● What to work on:
How many of the lines below have the word "edges" in them? The answer is that number and nothing more.

● Input data:
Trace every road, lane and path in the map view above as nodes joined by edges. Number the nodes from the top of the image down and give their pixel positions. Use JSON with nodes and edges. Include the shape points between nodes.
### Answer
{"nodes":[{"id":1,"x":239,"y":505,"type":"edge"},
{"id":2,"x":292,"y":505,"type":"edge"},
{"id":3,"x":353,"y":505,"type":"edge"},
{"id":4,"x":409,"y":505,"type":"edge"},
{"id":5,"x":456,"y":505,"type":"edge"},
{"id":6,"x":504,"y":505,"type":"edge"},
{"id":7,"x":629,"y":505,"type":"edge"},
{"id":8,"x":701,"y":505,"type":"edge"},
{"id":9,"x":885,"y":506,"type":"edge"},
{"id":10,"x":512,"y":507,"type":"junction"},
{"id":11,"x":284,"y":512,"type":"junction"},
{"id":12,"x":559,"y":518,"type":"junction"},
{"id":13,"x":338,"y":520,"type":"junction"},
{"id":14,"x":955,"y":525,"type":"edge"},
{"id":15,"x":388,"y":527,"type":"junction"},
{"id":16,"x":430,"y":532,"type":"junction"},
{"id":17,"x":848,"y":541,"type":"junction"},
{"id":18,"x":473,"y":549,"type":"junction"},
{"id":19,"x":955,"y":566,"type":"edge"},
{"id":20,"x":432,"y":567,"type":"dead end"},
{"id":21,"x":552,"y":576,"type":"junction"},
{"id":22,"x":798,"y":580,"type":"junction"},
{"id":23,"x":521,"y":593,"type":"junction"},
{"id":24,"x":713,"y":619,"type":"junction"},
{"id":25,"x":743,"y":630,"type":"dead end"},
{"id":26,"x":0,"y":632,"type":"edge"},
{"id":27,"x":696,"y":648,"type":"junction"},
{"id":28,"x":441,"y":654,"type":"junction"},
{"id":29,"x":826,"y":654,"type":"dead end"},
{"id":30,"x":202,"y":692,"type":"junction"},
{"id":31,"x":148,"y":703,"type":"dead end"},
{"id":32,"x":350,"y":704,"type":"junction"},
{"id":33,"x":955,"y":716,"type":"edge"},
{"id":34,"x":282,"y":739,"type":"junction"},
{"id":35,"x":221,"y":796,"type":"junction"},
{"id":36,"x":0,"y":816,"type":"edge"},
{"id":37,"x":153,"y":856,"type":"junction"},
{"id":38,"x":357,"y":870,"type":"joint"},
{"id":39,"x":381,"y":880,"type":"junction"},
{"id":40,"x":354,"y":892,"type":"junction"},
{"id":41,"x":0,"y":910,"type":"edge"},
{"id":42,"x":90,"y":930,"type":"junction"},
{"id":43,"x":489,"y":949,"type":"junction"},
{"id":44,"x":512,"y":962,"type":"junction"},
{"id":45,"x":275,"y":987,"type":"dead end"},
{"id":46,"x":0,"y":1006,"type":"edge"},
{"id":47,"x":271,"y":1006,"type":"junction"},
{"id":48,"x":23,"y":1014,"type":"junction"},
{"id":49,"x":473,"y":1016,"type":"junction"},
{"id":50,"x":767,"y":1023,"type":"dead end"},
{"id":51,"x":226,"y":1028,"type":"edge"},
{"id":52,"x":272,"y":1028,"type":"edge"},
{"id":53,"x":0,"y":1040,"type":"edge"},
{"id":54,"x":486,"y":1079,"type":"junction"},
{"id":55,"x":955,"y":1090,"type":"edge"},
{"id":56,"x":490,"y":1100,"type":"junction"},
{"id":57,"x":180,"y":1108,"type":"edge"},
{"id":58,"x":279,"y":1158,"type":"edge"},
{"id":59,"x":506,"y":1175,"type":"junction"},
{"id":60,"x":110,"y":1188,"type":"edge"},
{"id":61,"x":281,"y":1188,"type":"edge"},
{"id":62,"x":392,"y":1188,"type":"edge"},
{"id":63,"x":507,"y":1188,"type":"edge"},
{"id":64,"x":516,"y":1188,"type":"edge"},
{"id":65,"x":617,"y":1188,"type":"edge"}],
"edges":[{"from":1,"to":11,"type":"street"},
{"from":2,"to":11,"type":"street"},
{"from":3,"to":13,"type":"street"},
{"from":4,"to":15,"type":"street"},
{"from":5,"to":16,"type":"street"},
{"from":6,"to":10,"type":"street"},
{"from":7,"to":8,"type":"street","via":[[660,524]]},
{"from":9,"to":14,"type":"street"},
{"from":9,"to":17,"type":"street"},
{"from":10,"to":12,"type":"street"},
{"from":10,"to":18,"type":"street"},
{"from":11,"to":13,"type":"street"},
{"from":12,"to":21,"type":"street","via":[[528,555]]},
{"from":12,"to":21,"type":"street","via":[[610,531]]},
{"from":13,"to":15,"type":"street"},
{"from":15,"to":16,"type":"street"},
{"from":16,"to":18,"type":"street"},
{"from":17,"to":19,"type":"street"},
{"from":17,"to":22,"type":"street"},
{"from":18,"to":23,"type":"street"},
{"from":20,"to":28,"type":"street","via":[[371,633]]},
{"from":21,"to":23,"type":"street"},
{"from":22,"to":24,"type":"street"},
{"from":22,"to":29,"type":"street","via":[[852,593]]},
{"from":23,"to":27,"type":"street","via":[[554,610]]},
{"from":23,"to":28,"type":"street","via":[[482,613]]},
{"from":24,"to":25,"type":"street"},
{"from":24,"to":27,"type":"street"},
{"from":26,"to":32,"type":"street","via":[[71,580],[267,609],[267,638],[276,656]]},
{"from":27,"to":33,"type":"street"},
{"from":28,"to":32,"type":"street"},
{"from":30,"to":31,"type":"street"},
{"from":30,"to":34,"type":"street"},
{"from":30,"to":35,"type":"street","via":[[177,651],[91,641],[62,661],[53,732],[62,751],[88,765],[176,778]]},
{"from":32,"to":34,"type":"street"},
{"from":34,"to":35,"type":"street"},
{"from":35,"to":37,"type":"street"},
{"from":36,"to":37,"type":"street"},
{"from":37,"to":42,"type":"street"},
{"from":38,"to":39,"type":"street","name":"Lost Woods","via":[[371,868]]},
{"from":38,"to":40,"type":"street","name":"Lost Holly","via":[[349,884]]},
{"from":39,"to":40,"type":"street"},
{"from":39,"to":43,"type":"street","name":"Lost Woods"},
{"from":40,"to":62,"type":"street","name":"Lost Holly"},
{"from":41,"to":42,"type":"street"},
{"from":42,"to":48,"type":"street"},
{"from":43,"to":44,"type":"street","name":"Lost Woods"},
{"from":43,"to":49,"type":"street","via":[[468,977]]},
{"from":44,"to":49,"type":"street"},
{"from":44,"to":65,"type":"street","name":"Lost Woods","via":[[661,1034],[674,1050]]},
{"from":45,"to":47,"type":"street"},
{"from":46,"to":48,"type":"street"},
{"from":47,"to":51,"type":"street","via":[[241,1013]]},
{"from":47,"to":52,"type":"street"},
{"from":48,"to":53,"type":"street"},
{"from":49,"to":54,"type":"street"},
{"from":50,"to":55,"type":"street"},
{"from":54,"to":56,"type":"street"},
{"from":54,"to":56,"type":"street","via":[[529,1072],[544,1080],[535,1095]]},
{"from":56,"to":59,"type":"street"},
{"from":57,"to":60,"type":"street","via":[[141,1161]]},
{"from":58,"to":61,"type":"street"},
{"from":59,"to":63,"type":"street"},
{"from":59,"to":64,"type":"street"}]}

● Result of the task:
2